**What the task requires**
Copy the records that follow exactly as written, but not their pictures.

[Data items]

((

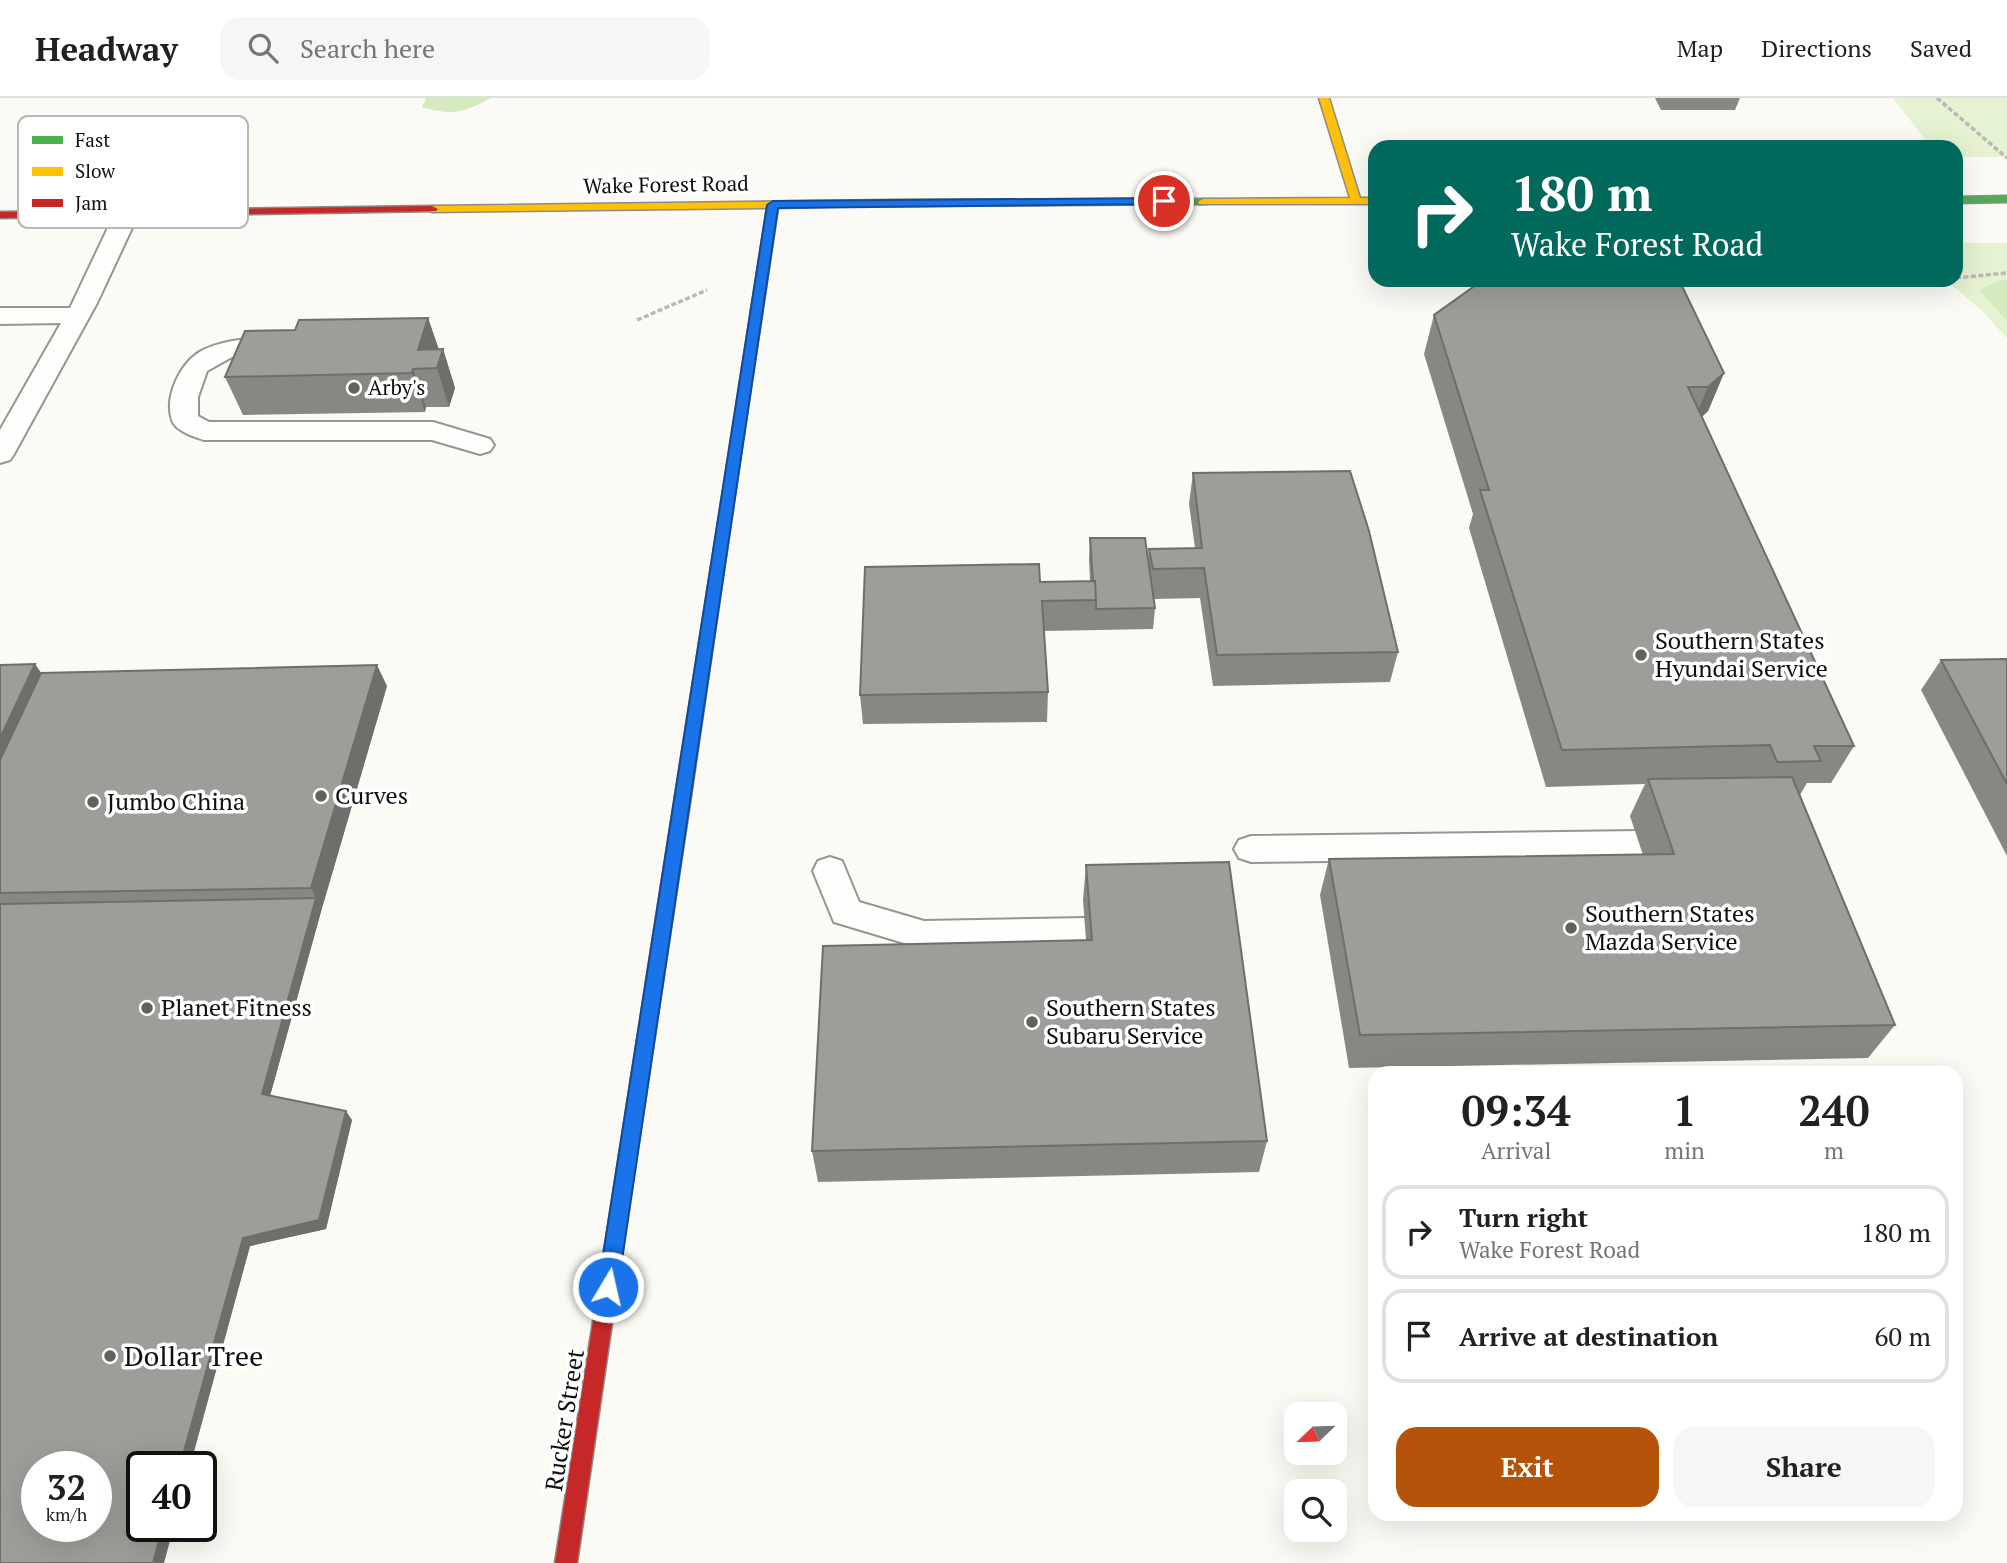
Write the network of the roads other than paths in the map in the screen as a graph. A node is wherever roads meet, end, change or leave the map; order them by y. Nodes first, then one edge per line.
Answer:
1 (1324, 98) edge
2 (2007, 199) edge
3 (1963, 200) edge
4 (1356, 201) junction
5 (1368, 201) edge
6 (773, 205) junction
7 (248, 212) edge
8 (0, 215) edge
9 (18, 215) edge
10 (120, 228) edge
11 (78, 315) junction
12 (0, 316) edge
13 (315, 346) edge
14 (11, 416) edge
15 (480, 445) dead end
16 (0, 454) edge
17 (1639, 844) dead end
18 (1251, 849) dead end
19 (831, 871) dead end
20 (1086, 932) edge
21 (566, 1563) edge

1 - 4 street
2 - 3 street
4 - 5 street, Wake Forest Road
4 - 6 street, Wake Forest Road
6 - 7 street, Wake Forest Road
6 - 21 street, Rucker Street
8 - 9 street, Wake Forest Road
10 - 11 lane
11 - 12 lane
11 - 14 lane
13 - 15 lane
14 - 16 lane
17 - 18 lane
19 - 20 lane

))

**Result**
Write the network of the roads other than paths in the map in the screen as a graph. A node is wherever roads meet, end, change or leave the map; order them by y. Nodes first, then one edge per line.
Answer:
1 (1324, 98) edge
2 (2007, 199) edge
3 (1963, 200) edge
4 (1356, 201) junction
5 (1368, 201) edge
6 (773, 205) junction
7 (248, 212) edge
8 (0, 215) edge
9 (18, 215) edge
10 (120, 228) edge
11 (78, 315) junction
12 (0, 316) edge
13 (315, 346) edge
14 (11, 416) edge
15 (480, 445) dead end
16 (0, 454) edge
17 (1639, 844) dead end
18 (1251, 849) dead end
19 (831, 871) dead end
20 (1086, 932) edge
21 (566, 1563) edge

1 - 4 street
2 - 3 street
4 - 5 street, Wake Forest Road
4 - 6 street, Wake Forest Road
6 - 7 street, Wake Forest Road
6 - 21 street, Rucker Street
8 - 9 street, Wake Forest Road
10 - 11 lane
11 - 12 lane
11 - 14 lane
13 - 15 lane
14 - 16 lane
17 - 18 lane
19 - 20 lane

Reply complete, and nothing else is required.